Chi conosce Geoffrey Holiday Hall? Non molti, supponiamo. Stando alle poche notizie pervenuteci, egli fu uno scrittore statunitense di storie noir, che nel 1949 pubblicò per la casa editrice Simon & Schuster di New York un romanzo che ebbe un discreto successo editoriale, dal titolo The end is know.
Nel 1952 il libro fu pubblicato in italiano, nella famosa collana I Gialli Mondadori della omonima casa editrice, col titolo La morte alla finestra.

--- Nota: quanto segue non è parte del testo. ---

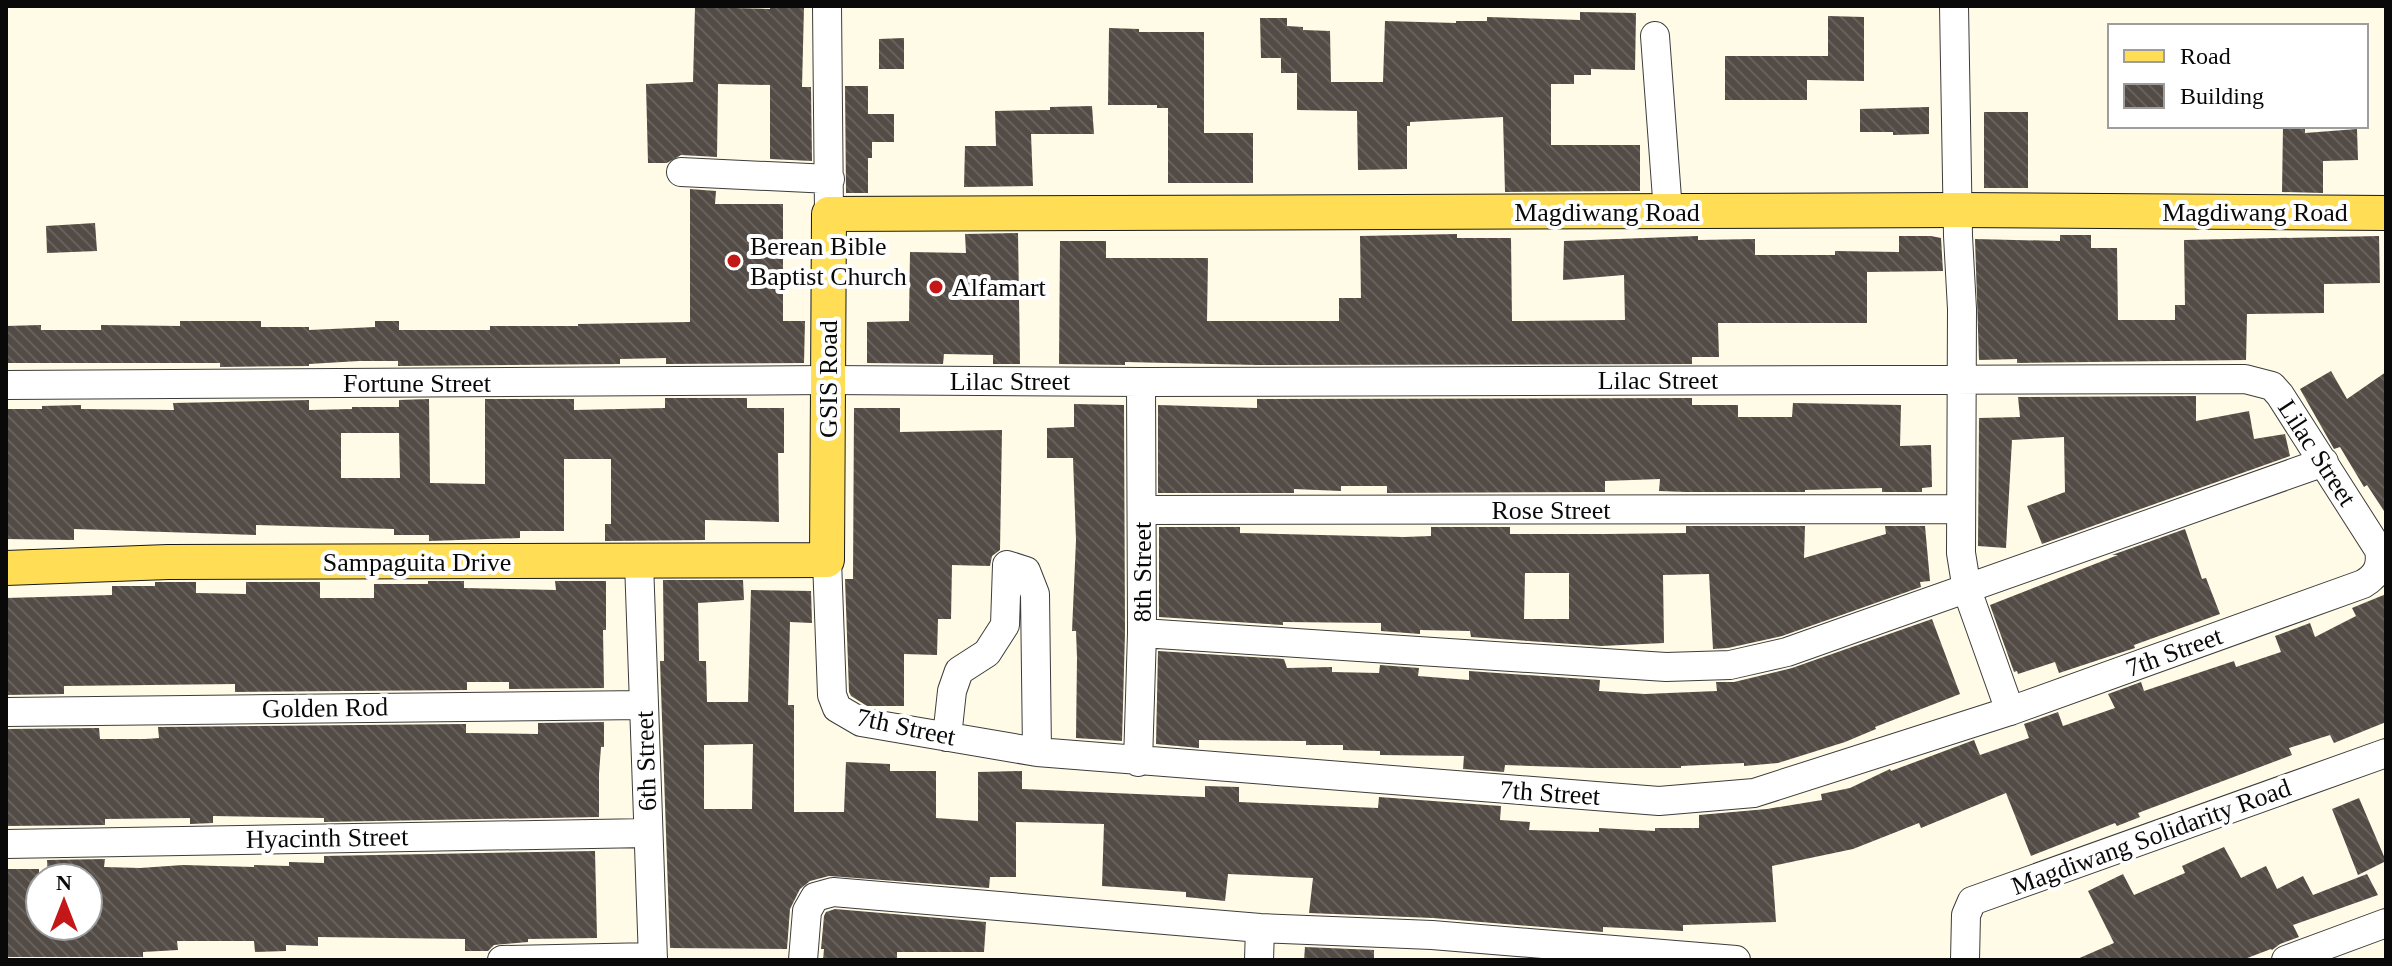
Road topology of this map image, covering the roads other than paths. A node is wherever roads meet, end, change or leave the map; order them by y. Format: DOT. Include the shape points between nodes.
graph roads {
  1 [pos="827,6"];
  2 [pos="1954,6"];
  3 [pos="1655,36"];
  4 [pos="681,172"];
  5 [pos="830,179"];
  6 [pos="1958,210"];
  7 [pos="1668,212"];
  8 [pos="2386,213"];
  9 [pos="829,214"];
  10 [pos="1961,378"];
  11 [pos="828,380"];
  12 [pos="1141,382"];
  13 [pos="6,385"];
  14 [pos="2324,462"];
  15 [pos="1959,509"];
  16 [pos="1142,510"];
  17 [pos="827,560"];
  18 [pos="639,562"];
  19 [pos="6,568"];
  20 [pos="2379,569"];
  21 [pos="1967,590"];
  22 [pos="1142,633"];
  23 [pos="644,705"];
  24 [pos="2010,711"];
  25 [pos="6,712"];
  26 [pos="947,737"];
  27 [pos="1037,752"];
  28 [pos="2386,753"];
  29 [pos="1138,762"];
  30 [pos="648,833"];
  31 [pos="6,844"];
  32 [pos="2386,923"];
  33 [pos="1260,928"];
  34 [pos="1431,947"];
  35 [pos="1587,953"];
  36 [pos="653,958"];
  37 [pos="502,960"];
  38 [pos="803,960"];
  39 [pos="1259,960"];
  40 [pos="1736,960"];
  41 [pos="1965,960"];
  42 [pos="2286,960"];
  1 -- 5 [label="street, GSIS Road"];
  2 -- 6 [label="street"];
  3 -- 7 [label="street"];
  4 -- 5 [label="street"];
  5 -- 9 [label="street, GSIS Road"];
  6 -- 7 [label="main road, Magdiwang Road"];
  6 -- 8 [label="main road, Magdiwang Road"];
  6 -- 10 [label="street"];
  7 -- 9 [label="main road, Magdiwang Road"];
  9 -- 11 [label="main road, GSIS Road"];
  10 -- 12 [label="street, Lilac Street"];
  10 -- 14 [label="street, Lilac Street" via="2261,382 2280,395"];
  10 -- 15 [label="street"];
  11 -- 12 [label="street, Lilac Street"];
  11 -- 13 [label="street, Fortune Street"];
  11 -- 17 [label="main road, GSIS Road"];
  12 -- 16 [label="street, 8th Street"];
  14 -- 20 [label="street, Lilac Street" via="2379,550"];
  14 -- 21 [label="street"];
  15 -- 16 [label="street, Rose Street"];
  15 -- 21 [label="street"];
  16 -- 22 [label="street, 8th Street"];
  17 -- 18 [label="main road, Sampaguita Drive"];
  17 -- 26 [label="street, 7th Street" via="830,680 837,708 861,722"];
  18 -- 19 [label="main road, Sampaguita Drive" via="168,562"];
  18 -- 23 [label="street, 6th Street"];
  20 -- 24 [label="street, 7th Street" via="2363,584"];
  21 -- 22 [label="street" via="1787,652 1730,665 1666,667"];
  21 -- 24 [label="street"];
  22 -- 29 [label="street, 8th Street"];
  23 -- 25 [label="street, Golden Rod"];
  23 -- 30 [label="street, 6th Street"];
  24 -- 29 [label="street, 7th Street" via="1754,793 1659,801"];
  26 -- 27 [label="street, 7th Street"];
  26 -- 27 [label="street" via="959,671 987,653 1005,625 1007,565 1026,571 1035,594"];
  27 -- 29 [label="street, 7th Street"];
  28 -- 41 [label="street, Magdiwang Solidarity Road" via="1972,901 1966,915"];
  30 -- 31 [label="street, Hyacinth Street"];
  30 -- 36 [label="street, 6th Street"];
  32 -- 42 [label="street"];
  33 -- 34 [label="street"];
  33 -- 38 [label="street" via="833,892 815,897 807,911"];
  33 -- 39 [label="street"];
  34 -- 35 [label="street"];
  35 -- 40 [label="street"];
  36 -- 37 [label="street"];
}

Fu allora che finì nelle mani di Leonardo Sciascia, lo scrittore siciliano amante del “giallo”, che rimase colpito dallo spessore narrativo di Holiday Hall, al punto da preconizzare che egli avrebbe avuto una grande carriera letteraria.
Tuttavia, dopo aver dato alle stampe nel 1954 un secondo romanzo, The watcher at the door (la cui traduzione francese, intitolata L’homme de nulle part, ricevette il Grand prix de litérature policière), Holiday Hall scomparve definitivamente dalla scena editoriale e di lui non si seppe più nulla.

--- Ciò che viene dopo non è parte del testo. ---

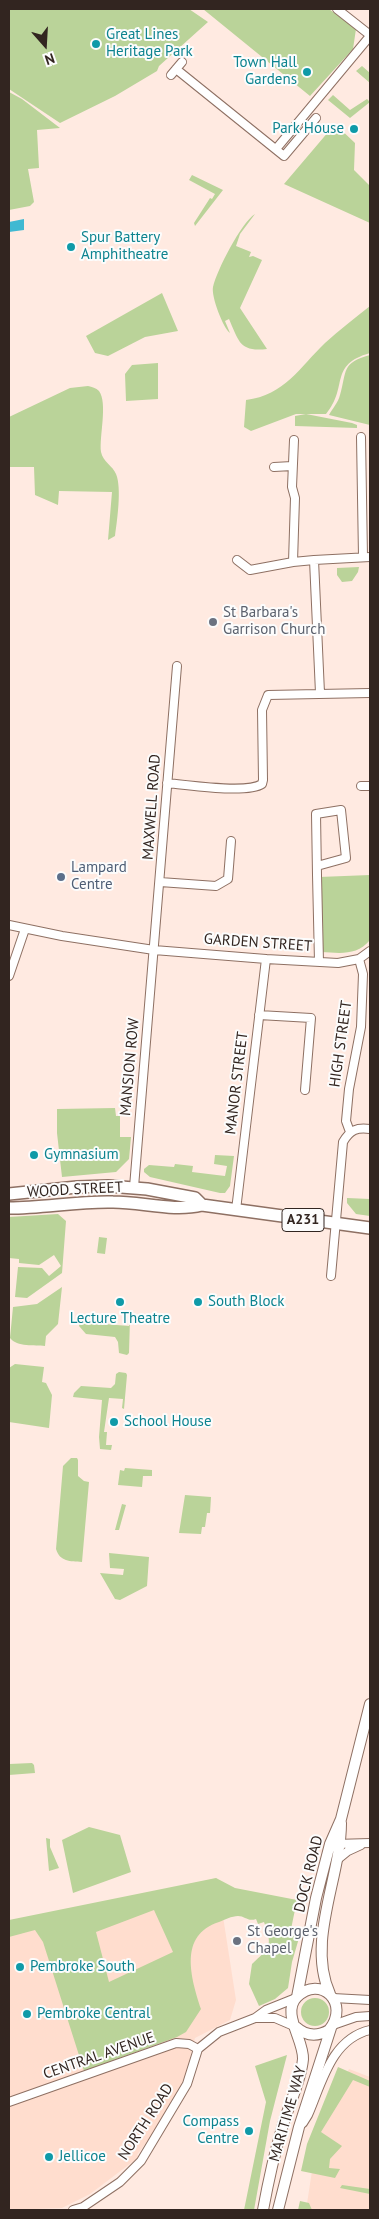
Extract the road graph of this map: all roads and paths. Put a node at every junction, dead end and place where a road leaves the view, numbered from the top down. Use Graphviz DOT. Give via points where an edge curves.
graph roads {
  1 [pos="337,9"];
  2 [pos="370,36"];
  3 [pos="182,62"];
  4 [pos="316,118"];
  5 [pos="276,149"];
  6 [pos="361,437"];
  7 [pos="294,440"];
  8 [pos="292,466"];
  9 [pos="274,467"];
  10 [pos="366,557"];
  11 [pos="237,560"];
  12 [pos="314,560"];
  13 [pos="293,562"];
  14 [pos="176,666"];
  15 [pos="320,693"];
  16 [pos="370,693"];
  17 [pos="167,783"];
  18 [pos="361,786"];
  19 [pos="370,786"];
  20 [pos="231,841"];
  21 [pos="317,866"];
  22 [pos="160,882"];
  23 [pos="9,925"];
  24 [pos="25,929"];
  25 [pos="154,950"];
  26 [pos="369,954"];
  27 [pos="266,959"];
  28 [pos="360,959"];
  29 [pos="319,962"];
  30 [pos="9,976"];
  31 [pos="259,1015"];
  32 [pos="360,1027"];
  33 [pos="370,1028"];
  34 [pos="305,1090"];
  35 [pos="370,1129"];
  36 [pos="350,1132"];
  37 [pos="77,1187"];
  38 [pos="134,1187"];
  39 [pos="9,1194"];
  40 [pos="79,1202"];
  41 [pos="132,1203"];
  42 [pos="202,1205"];
  43 [pos="9,1208"];
  44 [pos="236,1210"];
  45 [pos="336,1224"];
  46 [pos="370,1228"];
  47 [pos="330,1276"];
  48 [pos="370,1704"];
  49 [pos="341,1819"];
  50 [pos="330,1844"];
  51 [pos="341,1844"];
  52 [pos="368,1844"];
  53 [pos="337,1860"];
  54 [pos="332,1996"];
  55 [pos="297,1998"];
  56 [pos="370,2000"];
  57 [pos="370,2016"];
  58 [pos="255,2018"];
  59 [pos="296,2027"];
  60 [pos="332,2027"];
  61 [pos="370,2030"];
  62 [pos="198,2049"];
  63 [pos="9,2102"];
  64 [pos="299,2127"];
  65 [pos="73,2210"];
  66 [pos="263,2210"];
  67 [pos="278,2210"];
  1 -- 2 [label="street"];
  2 -- 5 [label="street"];
  3 -- 5 [label="street" via="174,72"];
  4 -- 5 [label="street" via="285,155"];
  6 -- 10 [label="street"];
  7 -- 8 [label="street"];
  8 -- 9 [label="street"];
  8 -- 13 [label="street" via="295,498"];
  10 -- 12 [label="street"];
  11 -- 13 [label="street" via="250,570"];
  12 -- 13 [label="street"];
  12 -- 15 [label="street"];
  14 -- 17 [label="street, MAXWELL ROAD"];
  15 -- 16 [label="street"];
  15 -- 17 [label="street" via="278,694 264,700 263,780 260,785 242,788"];
  17 -- 22 [label="street, MAXWELL ROAD"];
  18 -- 19 [label="street"];
  20 -- 22 [label="street" via="228,879 216,886"];
  21 -- 21 [label="street" via="346,858 342,810 316,814"];
  21 -- 29 [label="street"];
  22 -- 25 [label="street, MAXWELL ROAD"];
  23 -- 24 [label="street, GARDEN STREET"];
  24 -- 25 [label="street, GARDEN STREET"];
  24 -- 30 [label="street"];
  25 -- 27 [label="street, GARDEN STREET"];
  25 -- 38 [label="street, MANSION ROW"];
  26 -- 28 [label="street"];
  27 -- 29 [label="street, GARDEN STREET"];
  27 -- 31 [label="street, MANOR STREET"];
  28 -- 29 [label="street, GARDEN STREET"];
  28 -- 32 [label="street, HIGH STREET" via="363,974"];
  31 -- 34 [label="street" via="311,1018"];
  31 -- 44 [label="street, MANOR STREET"];
  32 -- 33 [label="street"];
  32 -- 36 [label="street, HIGH STREET" via="349,1089 346,1122"];
  35 -- 36 [label="street" via="358,1128"];
  36 -- 45 [label="street" via="343,1142"];
  37 -- 38 [label="main road, WOOD STREET / A231"];
  37 -- 39 [label="main road, WOOD STREET / A231"];
  37 -- 40 [label="main road"];
  38 -- 41 [label="main road"];
  38 -- 42 [label="main road, WOOD STREET / A231" via="195,1198"];
  40 -- 41 [label="main road, WOOD STREET / A231"];
  40 -- 43 [label="main road, WOOD STREET / A231"];
  41 -- 42 [label="main road, WOOD STREET / A231" via="188,1208"];
  42 -- 44 [label="main road, WOOD STREET / A231"];
  44 -- 45 [label="main road, WOOD STREET / A231"];
  45 -- 46 [label="main road, WOOD STREET / A231"];
  45 -- 47 [label="street"];
  48 -- 49 [label="street, DOCK ROAD"];
  49 -- 50 [label="street, DOCK ROAD"];
  49 -- 51 [label="street, DOCK ROAD"];
  50 -- 51 [label="street"];
  50 -- 55 [label="street, DOCK ROAD"];
  51 -- 52 [label="street"];
  51 -- 53 [label="street, DOCK ROAD"];
  52 -- 53 [label="street" via="348,1851"];
  53 -- 54 [label="street, DOCK ROAD" via="324,1928 322,1961 323,1976"];
  54 -- 55 [label="street" via="314,1989"];
  54 -- 56 [label="street"];
  54 -- 60 [label="street" via="338,2014"];
  55 -- 58 [label="street"];
  55 -- 59 [label="street" via="292,2014"];
  57 -- 60 [label="street" via="356,2017"];
  58 -- 59 [label="street" via="277,2019"];
  58 -- 62 [label="street" via="219,2032"];
  59 -- 60 [label="street" via="312,2035 325,2033"];
  59 -- 66 [label="street, MARITIME WAY" via="302,2062"];
  60 -- 64 [label="street, MARITIME WAY"];
  61 -- 64 [label="street" via="353,2035 338,2049 308,2116"];
  62 -- 63 [label="street, CENTRAL AVENUE" via="176,2043"];
  62 -- 65 [label="street, NORTH ROAD" via="187,2084 141,2161 120,2182"];
  64 -- 67 [label="street, MARITIME WAY"];
}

Tra il 1990 e il 1992 la Sellerio ha ripubblicato entrambi i suoi romanzi, nella collana La memoria, il primo col titolo La fine è nota (con una postfazione di Sciascia) e il secondo col titolo Qualcuno alla porta.

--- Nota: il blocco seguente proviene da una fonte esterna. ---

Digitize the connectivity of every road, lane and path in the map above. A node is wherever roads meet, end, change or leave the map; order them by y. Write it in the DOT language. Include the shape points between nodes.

Nel 1992 Cristina Comencini ha girato una – poco riuscita – versione cinematografica de La fine è nota ambientandola in Italia e ai tempi degli Anni di piombo.
Nel 2009 La fine è nota (pp. 320, € 8,00) è stato ristampato dalla Sellerio, che lo ha incluso nella collana La rosa dei venti.
Un folle gesto, da spiegare à rebours – Nel commento de La fine è nota, Sciascia avanza l’intrigante ipotesi che in realtà Geoffrey Holiday Hall sia stato lo pseudonimo dietro il quale si celava «uno scrittore ben noto sotto altro nome che si è dato a quella vacanza», pur non escludendo che forse si sia trattato di «un giovane scrittore che ha azzeccato quel primo libro e altri non ha saputo scriverne»: ancora oggi la figura di Holiday Hall è del tutto avvolta nel mistero. Il romanzo prende il titolo da una frase che il protagonista, Bayard Paulton, legge dal Giulio Cesare di Shakeaspeare, allorché Bruto, poco prima della battaglia di Filippi, manifesta il proprio smarrimento di fronte allo scontro che lo attende, consapevole che l’imponderabilità degli eventi umani impedisce di prevederne l’esito: «Oh, se fosse dato all’uomo di conoscere la fine di questo giorno che incombe! Ma basta solo che il giorno trascorra e la sua fine è nota». Le parole di Bruto assumono ben altro significato nel contesto narrativo di Holiday Hall: “nota”, infatti, è soltanto la morte del signor Roy Kearny, mentre vanno spiegate, con un’indagine à rebours, le motivazioni del suo gesto, apparentemente folle.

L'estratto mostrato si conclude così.